## Record set
● ● ● ● ● ● ●

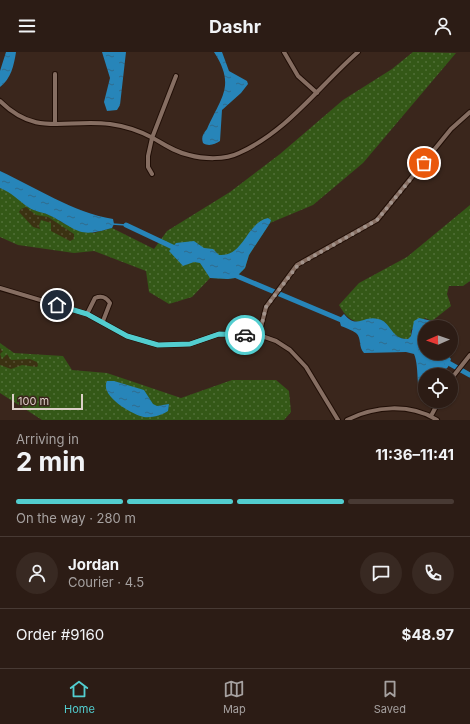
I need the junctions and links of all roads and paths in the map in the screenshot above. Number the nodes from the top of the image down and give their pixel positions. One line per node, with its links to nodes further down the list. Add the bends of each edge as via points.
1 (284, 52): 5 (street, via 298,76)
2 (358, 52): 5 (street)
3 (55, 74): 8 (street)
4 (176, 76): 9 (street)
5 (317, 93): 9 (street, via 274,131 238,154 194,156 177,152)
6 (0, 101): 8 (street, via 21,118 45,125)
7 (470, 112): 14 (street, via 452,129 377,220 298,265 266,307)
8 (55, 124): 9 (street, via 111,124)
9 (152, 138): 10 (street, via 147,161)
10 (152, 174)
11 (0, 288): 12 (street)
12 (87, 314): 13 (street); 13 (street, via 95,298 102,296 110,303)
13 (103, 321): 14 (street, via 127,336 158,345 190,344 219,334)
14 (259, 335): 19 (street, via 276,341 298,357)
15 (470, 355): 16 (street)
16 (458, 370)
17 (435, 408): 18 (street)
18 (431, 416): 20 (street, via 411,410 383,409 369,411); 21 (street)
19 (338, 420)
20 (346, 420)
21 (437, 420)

● ● ● ● ● ● ●

## Work required
Your answer must be an exact copy of the records above, with every picture left out.

## Response
I need the junctions and links of all roads and paths in the map in the screenshot above. Number the nodes from the top of the image down and give their pixel positions. One line per node, with its links to nodes further down the list. Add the bends of each edge as via points.
1 (284, 52): 5 (street, via 298,76)
2 (358, 52): 5 (street)
3 (55, 74): 8 (street)
4 (176, 76): 9 (street)
5 (317, 93): 9 (street, via 274,131 238,154 194,156 177,152)
6 (0, 101): 8 (street, via 21,118 45,125)
7 (470, 112): 14 (street, via 452,129 377,220 298,265 266,307)
8 (55, 124): 9 (street, via 111,124)
9 (152, 138): 10 (street, via 147,161)
10 (152, 174)
11 (0, 288): 12 (street)
12 (87, 314): 13 (street); 13 (street, via 95,298 102,296 110,303)
13 (103, 321): 14 (street, via 127,336 158,345 190,344 219,334)
14 (259, 335): 19 (street, via 276,341 298,357)
15 (470, 355): 16 (street)
16 (458, 370)
17 (435, 408): 18 (street)
18 (431, 416): 20 (street, via 411,410 383,409 369,411); 21 (street)
19 (338, 420)
20 (346, 420)
21 (437, 420)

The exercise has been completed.